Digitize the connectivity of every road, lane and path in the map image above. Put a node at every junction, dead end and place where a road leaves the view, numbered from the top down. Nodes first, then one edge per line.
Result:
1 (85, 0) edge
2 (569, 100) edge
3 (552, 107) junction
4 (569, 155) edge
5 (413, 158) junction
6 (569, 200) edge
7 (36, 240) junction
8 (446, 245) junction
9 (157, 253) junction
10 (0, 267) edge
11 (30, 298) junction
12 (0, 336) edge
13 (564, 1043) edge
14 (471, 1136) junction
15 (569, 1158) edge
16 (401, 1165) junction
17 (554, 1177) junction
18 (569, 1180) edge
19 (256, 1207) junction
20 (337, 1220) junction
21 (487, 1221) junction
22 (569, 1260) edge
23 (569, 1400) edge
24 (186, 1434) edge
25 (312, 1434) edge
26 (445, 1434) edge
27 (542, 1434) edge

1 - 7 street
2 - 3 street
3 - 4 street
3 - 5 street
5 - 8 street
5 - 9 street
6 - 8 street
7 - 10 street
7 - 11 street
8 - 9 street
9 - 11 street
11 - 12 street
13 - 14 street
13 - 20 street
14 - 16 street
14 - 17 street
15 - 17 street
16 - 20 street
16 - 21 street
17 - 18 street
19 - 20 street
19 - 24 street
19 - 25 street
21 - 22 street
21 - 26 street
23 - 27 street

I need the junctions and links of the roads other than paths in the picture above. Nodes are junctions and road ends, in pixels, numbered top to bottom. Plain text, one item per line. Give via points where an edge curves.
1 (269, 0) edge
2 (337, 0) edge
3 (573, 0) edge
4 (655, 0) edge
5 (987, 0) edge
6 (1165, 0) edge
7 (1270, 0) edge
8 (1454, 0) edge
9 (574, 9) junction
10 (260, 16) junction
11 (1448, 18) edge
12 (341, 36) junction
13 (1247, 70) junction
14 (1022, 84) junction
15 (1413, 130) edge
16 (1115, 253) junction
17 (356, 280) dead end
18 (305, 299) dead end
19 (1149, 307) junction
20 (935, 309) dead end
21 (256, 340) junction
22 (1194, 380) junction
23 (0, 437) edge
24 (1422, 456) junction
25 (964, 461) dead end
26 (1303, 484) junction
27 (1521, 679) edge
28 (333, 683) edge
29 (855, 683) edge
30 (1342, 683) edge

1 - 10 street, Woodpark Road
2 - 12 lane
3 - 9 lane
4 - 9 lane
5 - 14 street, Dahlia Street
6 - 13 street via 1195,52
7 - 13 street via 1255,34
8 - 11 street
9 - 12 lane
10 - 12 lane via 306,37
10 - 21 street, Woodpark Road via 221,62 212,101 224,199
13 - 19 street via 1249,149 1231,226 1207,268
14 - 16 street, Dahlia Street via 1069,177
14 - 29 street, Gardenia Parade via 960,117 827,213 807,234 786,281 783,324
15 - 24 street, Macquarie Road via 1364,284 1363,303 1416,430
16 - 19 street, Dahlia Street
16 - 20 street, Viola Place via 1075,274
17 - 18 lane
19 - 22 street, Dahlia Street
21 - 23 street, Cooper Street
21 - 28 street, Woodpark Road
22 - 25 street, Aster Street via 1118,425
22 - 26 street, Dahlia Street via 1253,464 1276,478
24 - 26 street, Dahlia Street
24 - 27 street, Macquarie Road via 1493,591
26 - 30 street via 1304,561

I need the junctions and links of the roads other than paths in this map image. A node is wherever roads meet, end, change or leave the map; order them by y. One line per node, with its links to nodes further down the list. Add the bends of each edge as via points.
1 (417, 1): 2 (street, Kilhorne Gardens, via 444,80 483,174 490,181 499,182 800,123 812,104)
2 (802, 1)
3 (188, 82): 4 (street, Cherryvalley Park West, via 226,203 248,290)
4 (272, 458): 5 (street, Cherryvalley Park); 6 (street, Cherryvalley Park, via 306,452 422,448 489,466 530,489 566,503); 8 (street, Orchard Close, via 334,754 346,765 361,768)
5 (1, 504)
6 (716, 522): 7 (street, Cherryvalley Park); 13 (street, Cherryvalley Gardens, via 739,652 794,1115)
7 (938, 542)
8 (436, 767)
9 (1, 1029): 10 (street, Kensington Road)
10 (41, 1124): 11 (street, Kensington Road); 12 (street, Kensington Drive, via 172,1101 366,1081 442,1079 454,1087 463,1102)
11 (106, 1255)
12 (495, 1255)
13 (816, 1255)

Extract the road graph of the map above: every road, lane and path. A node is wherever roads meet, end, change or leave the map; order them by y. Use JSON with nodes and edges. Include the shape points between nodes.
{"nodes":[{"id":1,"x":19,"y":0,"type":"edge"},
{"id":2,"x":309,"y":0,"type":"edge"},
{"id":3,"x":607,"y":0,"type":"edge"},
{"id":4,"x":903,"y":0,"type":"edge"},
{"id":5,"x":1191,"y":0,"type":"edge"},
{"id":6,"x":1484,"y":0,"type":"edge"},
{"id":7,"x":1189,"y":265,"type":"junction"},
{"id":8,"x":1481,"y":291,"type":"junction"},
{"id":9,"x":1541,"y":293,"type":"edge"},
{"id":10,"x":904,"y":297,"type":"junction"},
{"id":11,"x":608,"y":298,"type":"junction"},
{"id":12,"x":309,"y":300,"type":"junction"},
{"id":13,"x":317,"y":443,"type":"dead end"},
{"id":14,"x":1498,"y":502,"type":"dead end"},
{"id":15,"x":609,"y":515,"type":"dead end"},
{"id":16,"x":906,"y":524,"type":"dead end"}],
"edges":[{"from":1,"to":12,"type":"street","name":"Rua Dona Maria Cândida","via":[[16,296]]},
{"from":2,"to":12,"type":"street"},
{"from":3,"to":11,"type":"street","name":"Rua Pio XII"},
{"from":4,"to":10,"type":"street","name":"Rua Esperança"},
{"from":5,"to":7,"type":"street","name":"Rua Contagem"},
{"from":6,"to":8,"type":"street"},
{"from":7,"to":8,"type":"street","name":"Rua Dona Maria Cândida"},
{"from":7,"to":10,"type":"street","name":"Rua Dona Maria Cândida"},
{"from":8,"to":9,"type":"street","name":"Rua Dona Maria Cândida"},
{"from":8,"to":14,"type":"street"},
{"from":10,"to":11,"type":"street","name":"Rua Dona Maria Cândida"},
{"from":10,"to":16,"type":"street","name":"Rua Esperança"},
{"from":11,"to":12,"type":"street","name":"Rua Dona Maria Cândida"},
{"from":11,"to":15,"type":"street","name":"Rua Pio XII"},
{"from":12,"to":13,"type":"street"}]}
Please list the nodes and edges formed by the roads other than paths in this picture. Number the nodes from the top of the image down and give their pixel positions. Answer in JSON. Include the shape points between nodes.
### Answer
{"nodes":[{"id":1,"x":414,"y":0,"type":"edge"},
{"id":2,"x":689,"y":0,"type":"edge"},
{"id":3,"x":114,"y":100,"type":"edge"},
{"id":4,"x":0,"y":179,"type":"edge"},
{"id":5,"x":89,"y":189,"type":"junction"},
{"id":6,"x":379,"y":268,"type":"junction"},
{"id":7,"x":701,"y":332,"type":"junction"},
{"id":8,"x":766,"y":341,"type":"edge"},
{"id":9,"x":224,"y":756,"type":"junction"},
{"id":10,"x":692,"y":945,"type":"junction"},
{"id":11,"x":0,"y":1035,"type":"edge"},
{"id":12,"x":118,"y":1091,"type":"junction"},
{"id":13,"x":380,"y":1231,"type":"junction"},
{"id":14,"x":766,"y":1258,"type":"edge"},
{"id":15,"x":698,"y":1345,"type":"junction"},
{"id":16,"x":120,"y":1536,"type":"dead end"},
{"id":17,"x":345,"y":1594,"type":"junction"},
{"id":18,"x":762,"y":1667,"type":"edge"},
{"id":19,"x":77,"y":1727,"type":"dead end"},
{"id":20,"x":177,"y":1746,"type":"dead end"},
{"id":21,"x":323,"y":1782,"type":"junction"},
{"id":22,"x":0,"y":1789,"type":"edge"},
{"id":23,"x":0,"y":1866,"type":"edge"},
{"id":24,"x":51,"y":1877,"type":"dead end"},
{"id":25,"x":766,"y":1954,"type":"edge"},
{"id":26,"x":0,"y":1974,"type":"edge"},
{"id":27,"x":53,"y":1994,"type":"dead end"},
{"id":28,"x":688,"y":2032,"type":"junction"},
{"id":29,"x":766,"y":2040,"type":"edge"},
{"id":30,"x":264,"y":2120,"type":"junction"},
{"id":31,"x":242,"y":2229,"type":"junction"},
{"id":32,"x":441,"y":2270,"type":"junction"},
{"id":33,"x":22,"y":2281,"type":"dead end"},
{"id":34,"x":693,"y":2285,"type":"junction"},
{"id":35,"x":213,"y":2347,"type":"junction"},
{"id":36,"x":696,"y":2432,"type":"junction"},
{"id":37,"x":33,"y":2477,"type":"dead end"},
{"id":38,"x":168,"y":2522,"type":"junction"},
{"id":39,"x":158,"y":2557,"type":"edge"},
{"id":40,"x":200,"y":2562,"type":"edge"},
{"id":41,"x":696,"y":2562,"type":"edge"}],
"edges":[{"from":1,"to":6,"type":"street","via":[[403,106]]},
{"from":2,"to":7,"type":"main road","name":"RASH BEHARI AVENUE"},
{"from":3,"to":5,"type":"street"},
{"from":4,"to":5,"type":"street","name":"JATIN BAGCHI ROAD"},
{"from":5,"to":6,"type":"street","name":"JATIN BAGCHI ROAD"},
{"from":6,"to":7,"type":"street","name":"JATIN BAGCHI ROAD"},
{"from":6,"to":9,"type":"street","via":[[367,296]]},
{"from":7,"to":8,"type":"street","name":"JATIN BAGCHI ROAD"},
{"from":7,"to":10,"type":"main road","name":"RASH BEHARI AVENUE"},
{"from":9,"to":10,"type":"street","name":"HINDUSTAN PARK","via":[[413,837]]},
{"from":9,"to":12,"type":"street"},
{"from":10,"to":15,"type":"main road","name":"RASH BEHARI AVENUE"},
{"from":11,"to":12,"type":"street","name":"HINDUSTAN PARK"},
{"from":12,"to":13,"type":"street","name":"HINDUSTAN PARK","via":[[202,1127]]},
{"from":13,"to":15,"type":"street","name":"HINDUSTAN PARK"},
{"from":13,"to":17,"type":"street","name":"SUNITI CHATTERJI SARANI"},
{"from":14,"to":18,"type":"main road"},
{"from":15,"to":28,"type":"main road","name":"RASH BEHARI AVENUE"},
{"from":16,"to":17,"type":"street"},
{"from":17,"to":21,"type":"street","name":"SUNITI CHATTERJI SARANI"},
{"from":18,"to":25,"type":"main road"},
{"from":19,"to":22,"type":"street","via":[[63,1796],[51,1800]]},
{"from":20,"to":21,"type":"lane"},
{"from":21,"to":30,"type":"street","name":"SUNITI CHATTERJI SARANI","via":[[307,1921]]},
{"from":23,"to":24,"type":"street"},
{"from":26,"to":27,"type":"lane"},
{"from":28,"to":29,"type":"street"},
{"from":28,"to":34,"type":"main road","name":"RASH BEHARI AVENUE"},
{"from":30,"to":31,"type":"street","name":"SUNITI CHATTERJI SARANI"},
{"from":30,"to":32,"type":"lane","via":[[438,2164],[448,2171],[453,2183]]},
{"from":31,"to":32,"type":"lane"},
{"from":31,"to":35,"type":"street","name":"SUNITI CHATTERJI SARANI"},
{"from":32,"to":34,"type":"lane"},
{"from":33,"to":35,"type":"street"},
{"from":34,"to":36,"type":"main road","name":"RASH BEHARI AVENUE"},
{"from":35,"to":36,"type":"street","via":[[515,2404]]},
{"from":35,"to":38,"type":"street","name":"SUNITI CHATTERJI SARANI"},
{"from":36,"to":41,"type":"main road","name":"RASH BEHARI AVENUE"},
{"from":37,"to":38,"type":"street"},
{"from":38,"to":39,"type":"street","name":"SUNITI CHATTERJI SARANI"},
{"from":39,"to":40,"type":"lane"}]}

▶ [YOUR OBJECTIVE]: Filter the listing for the word "BAGCHI" and copy every line that holds it.

▶ [WORKED SOLUTION]:
{"from":4,"to":5,"type":"street","name":"JATIN BAGCHI ROAD"},
{"from":5,"to":6,"type":"street","name":"JATIN BAGCHI ROAD"},
{"from":6,"to":7,"type":"street","name":"JATIN BAGCHI ROAD"},
{"from":7,"to":8,"type":"street","name":"JATIN BAGCHI ROAD"},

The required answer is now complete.